REPUBLIKA.CO.ID, JAKARTA -- Kalangan DPR RI meminta proses pembangunan Taman Ria Senayan menjadi kawasan komersial dihentikan. Pasalnya, lahan tersebut merupakan aset Sekretariat Negara (Setneg) yang seharusnya digunakan untuk kepentingan publik.
Pernyataan ini disampaikan menyusul keluarnya putusan hukum yang memenangkan gugatan pengembang terhadap Pemprov DKI Jakarta dalam izin pembangunan kawasan komersil. “Jangan sampai dengan keluarnya putusan hukum, mereka langsung membangun kawasan komersil," kata anggota Panja Monitoring Pengelolaan Aset Negara Komisi II DPR, Gamari, kepada Republika, Ahad (23/2).
Pasalnya, kata Gamari, saat ini proses audit investigatif yang dilakukan Badan Pemeriksa Keuangan (BPK) terhadap Pusat Pengelola Komplek Gelora Bung Karno (PPKGBK) masih berlangsung. Audit ini merupakan atas permintaan DPR. Namun sayangnya, hingga kini belum juga keluar hasil audit investigatif tersebut.
Gamari mengatakan, kalangan DPR sejak awal mempertanyakan kenapa aset negara bisa dijadikan kawasan komersial seperti mall. Kondisi ini merupakan keganjilan tersendiri dalam pengelolaan kawasan GBK. Seharusnya lahan negara tersebut dijadikan tempat untuk kepentingan masyarakat umum seperti ruang terbuka hijau.
Diterangkan Gamari, dengan terbitnya putusan hukum tersebut maka diperlukan upaya peninjauan kembali. Selain itu bila tetap harus dilaksanakan putusan hukum itu, maka desain pembangunan kawasan tersebut harus dirombak. Rancanganya harus disesuaikan dengan desain baru yang sesuai dengan ketentuan yang berlaku.
Selain Taman Ria, lanjut Gamari, sejatinya ada masalah aset negara yang belum juga tuntas seperti Hotel Sultan. Namun hingga kini belum ada langkah tegas untuk menyelesaikannya dari pemerintah.

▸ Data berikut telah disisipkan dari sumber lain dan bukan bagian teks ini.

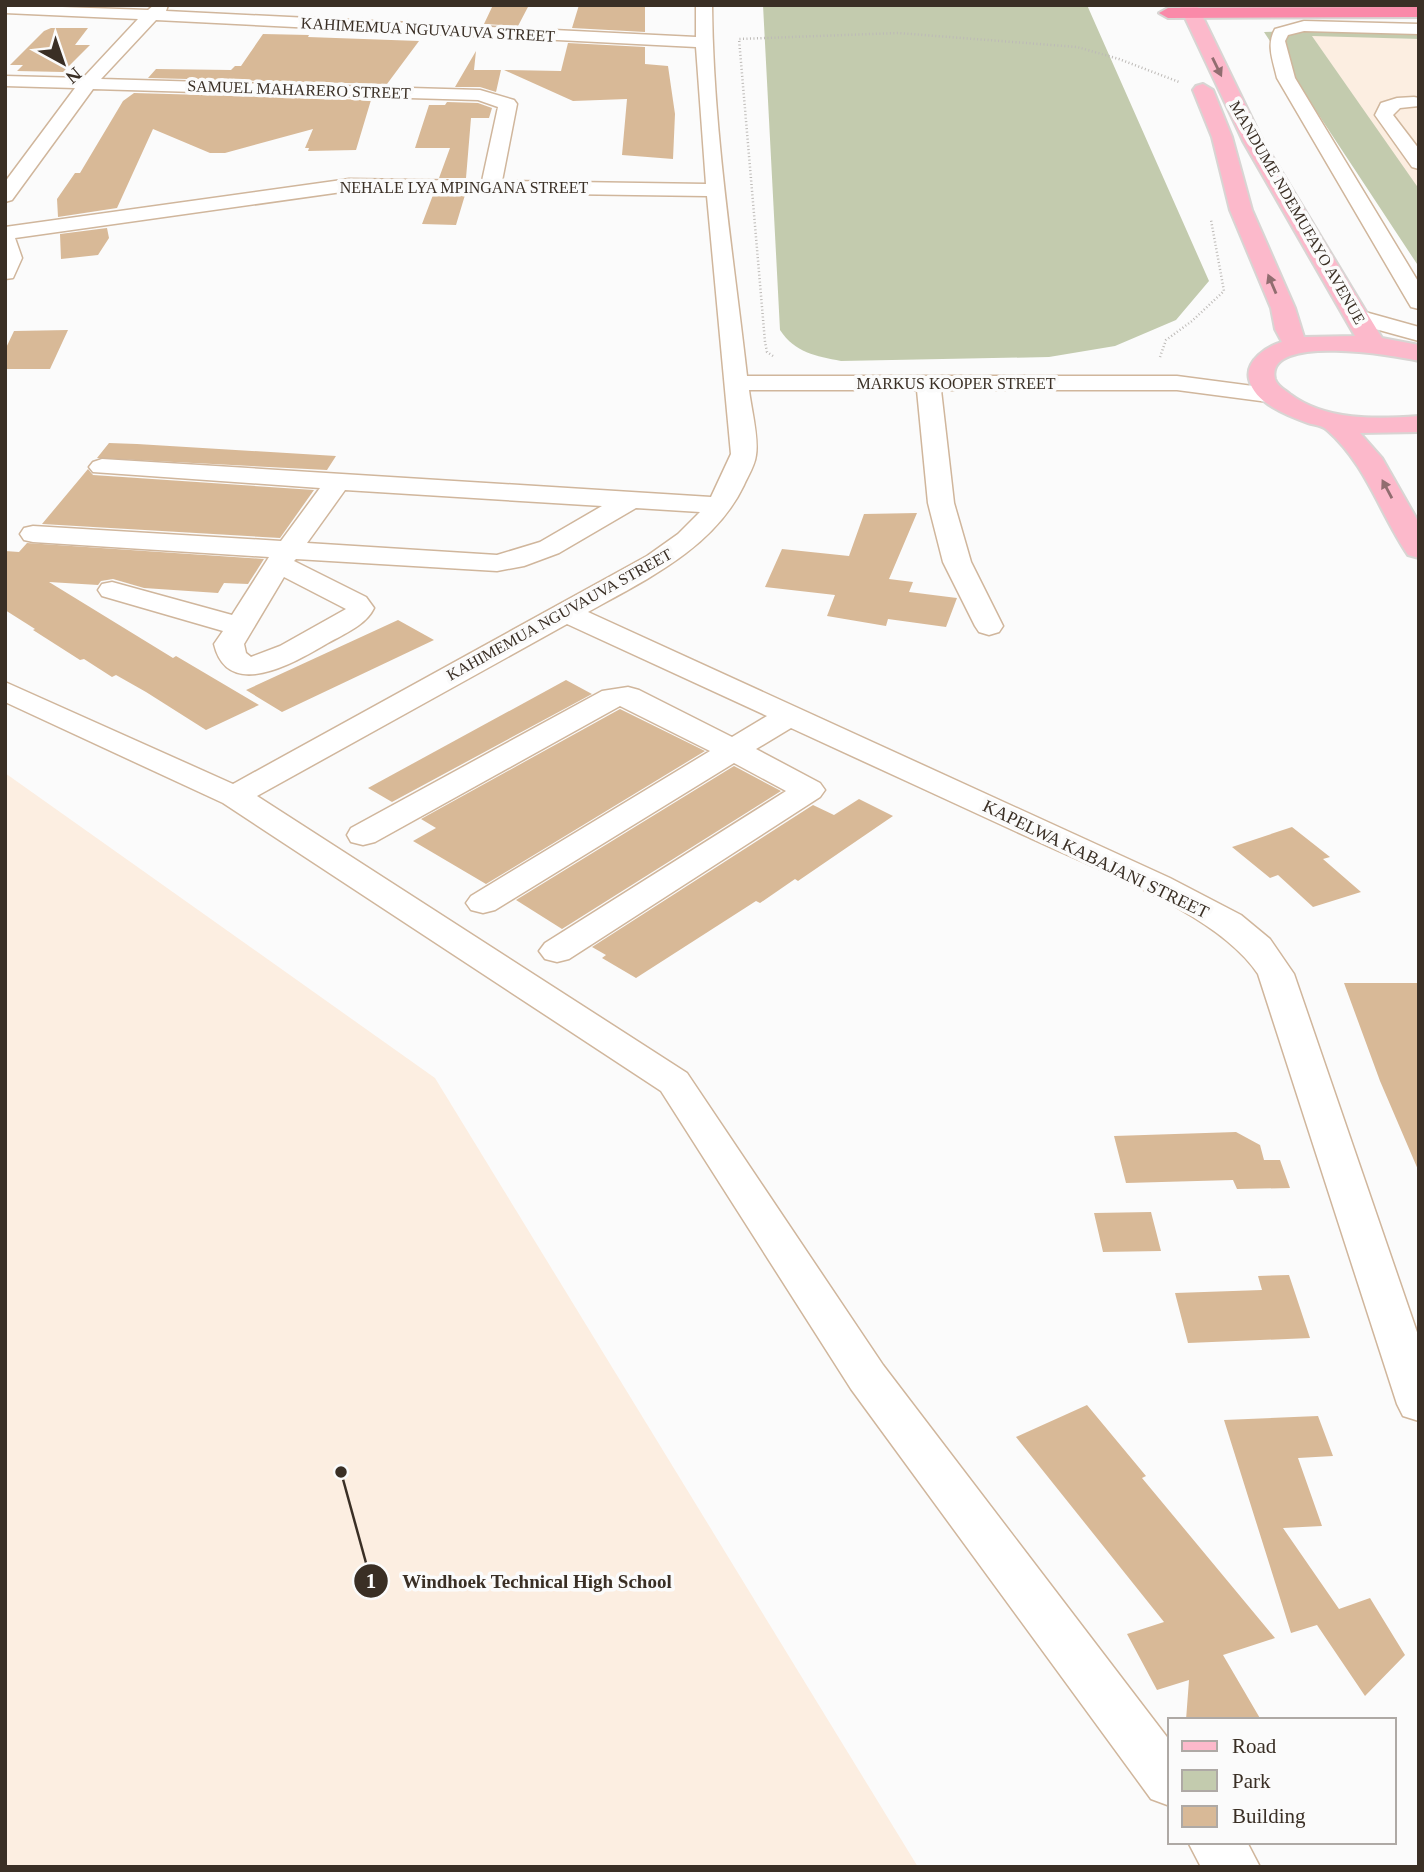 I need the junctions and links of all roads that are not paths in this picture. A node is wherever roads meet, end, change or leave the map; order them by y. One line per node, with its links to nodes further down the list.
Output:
1 (704, 5): 7 (street, KAHIMEMUA NGUVAUVA STREET)
2 (5, 8): 4 (street, KAHIMEMUA NGUVAUVA STREET)
3 (1177, 9): 5 (highway); 19 (main road, MANDUME NDEMUFAYO AVENUE, one-way to 19); 22 (main road, MANDUME NDEMUFAYO AVENUE, one-way to 3)
4 (158, 10): 7 (street, KAHIMEMUA NGUVAUVA STREET); 9 (street)
5 (1419, 12)
6 (1419, 29): 18 (street)
7 (704, 42): 13 (street, KAHIMEMUA NGUVAUVA STREET)
8 (5, 81): 9 (street, SAMUEL MAHARERO STREET)
9 (88, 83): 12 (street, SAMUEL MAHARERO STREET); 14 (street)
10 (1417, 103): 11 (street)
11 (1419, 163)
12 (491, 185): 13 (street, NEHALE LYA MPINGANA STREET); 15 (street, NEHALE LYA MPINGANA STREET)
13 (716, 190): 24 (street, KAHIMEMUA NGUVAUVA STREET)
14 (5, 196)
15 (5, 233)
16 (5, 240): 17 (street)
17 (5, 274)
18 (1419, 302)
19 (1358, 317): 20 (main road, MANDUME NDEMUFAYO AVENUE); 21 (street)
20 (1372, 343): 21 (main road, MANDUME NDEMUFAYO AVENUE); 22 (main road, MANDUME NDEMUFAYO AVENUE)
21 (1415, 346)
22 (1297, 347): 23 (main road, MANDUME NDEMUFAYO AVENUE)
23 (1266, 363): 26 (street); 27 (main road)
24 (735, 383): 25 (street, MARKUS KOOPER STREET); 33 (street, KAHIMEMUA NGUVAUVA STREET)
25 (928, 383): 26 (street, MARKUS KOOPER STREET); 40 (street)
26 (1177, 383): 27 (street)
27 (1276, 396): 28 (main road)
28 (1334, 421): 29 (main road); 35 (main road, one-way to 28)
29 (1419, 424)
30 (102, 467): 31 (street)
31 (338, 482): 32 (street); 36 (street)
32 (631, 500): 33 (street); 36 (street)
33 (720, 505): 38 (street, KAHIMEMUA NGUVAUVA STREET)
34 (33, 534): 36 (street)
35 (1419, 549)
36 (283, 557): 39 (street); 39 (street)
37 (111, 590): 39 (street)
38 (565, 611): 42 (street, KAPELWA KABAJANI STREET); 44 (street, KAHIMEMUA NGUVAUVA STREET)
39 (238, 625)
40 (989, 626)
41 (5, 691): 44 (street)
42 (791, 715): 43 (street); 48 (street, KAPELWA KABAJANI STREET)
43 (733, 750): 45 (street); 46 (street); 47 (street)
44 (234, 796): 49 (street)
45 (363, 835)
46 (483, 903)
47 (557, 951)
48 (1419, 1404)
49 (1168, 1779)
50 (1216, 1844): 51 (street)
51 (1233, 1867) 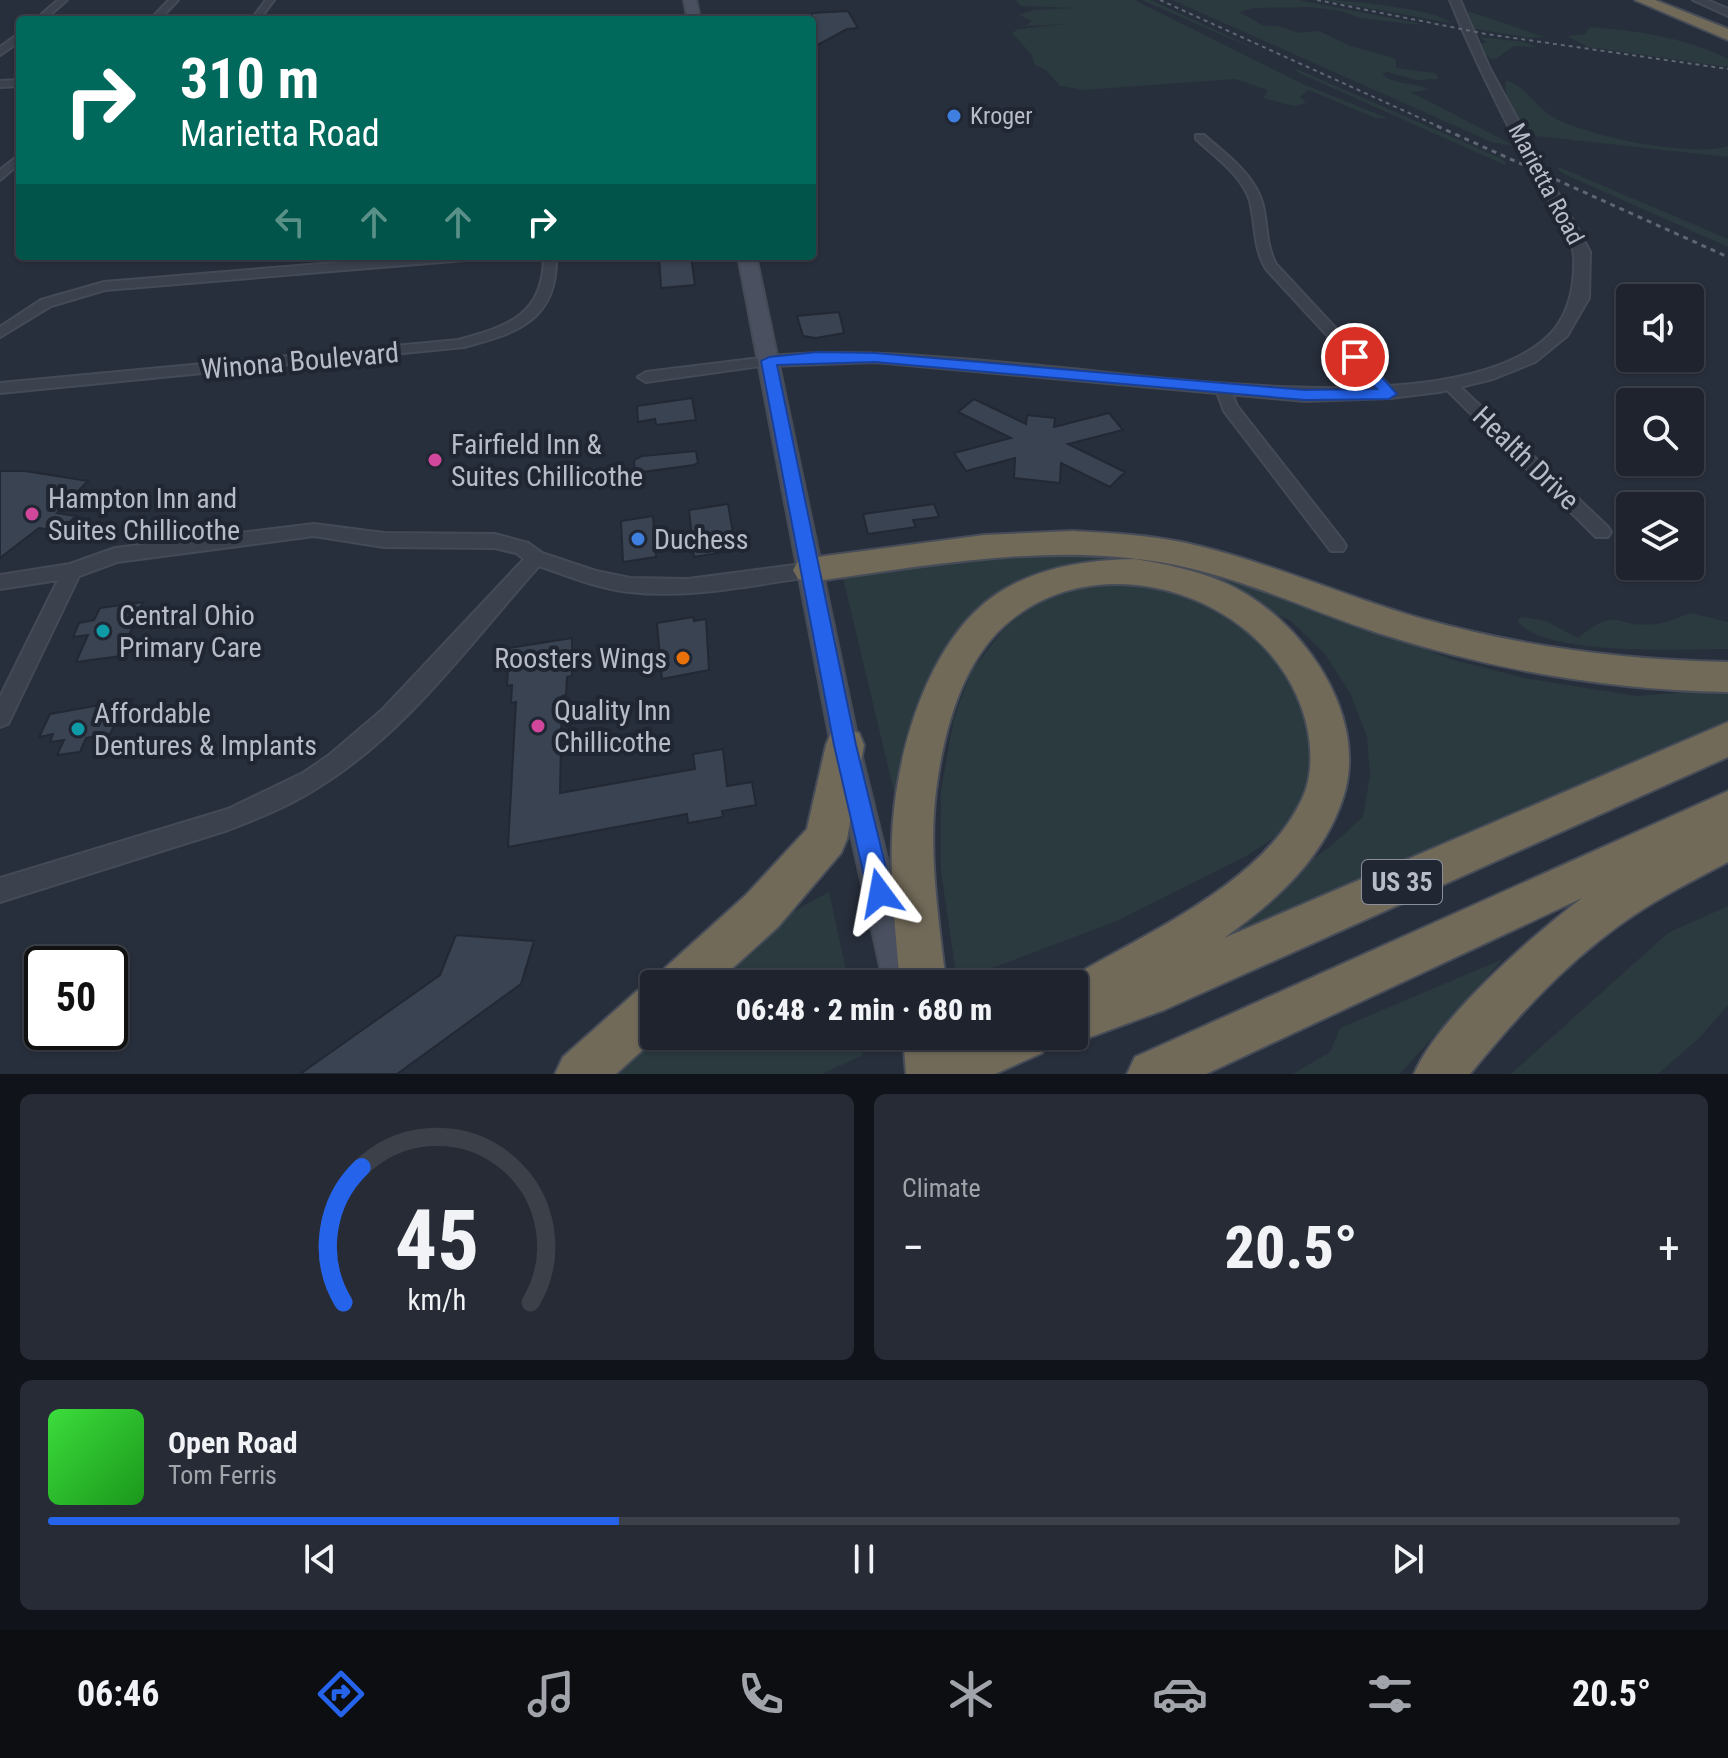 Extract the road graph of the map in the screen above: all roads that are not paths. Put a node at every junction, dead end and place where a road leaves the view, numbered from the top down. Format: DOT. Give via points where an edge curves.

"DPR belum ada rencana memanggil pengelola GBK," imbuh Gamari. Pasalnya, kata dia kalangan DPR sudah dipadatkan dengan agenda lainnya.
Terlebih, masa reses anggota DPR RI sudah makin dekat yakni mulai 6 Maret mendatang. Meskipun demikian DPR tetap akan mengawasi jalannya perkembangan masalah Taman Ria Senayan.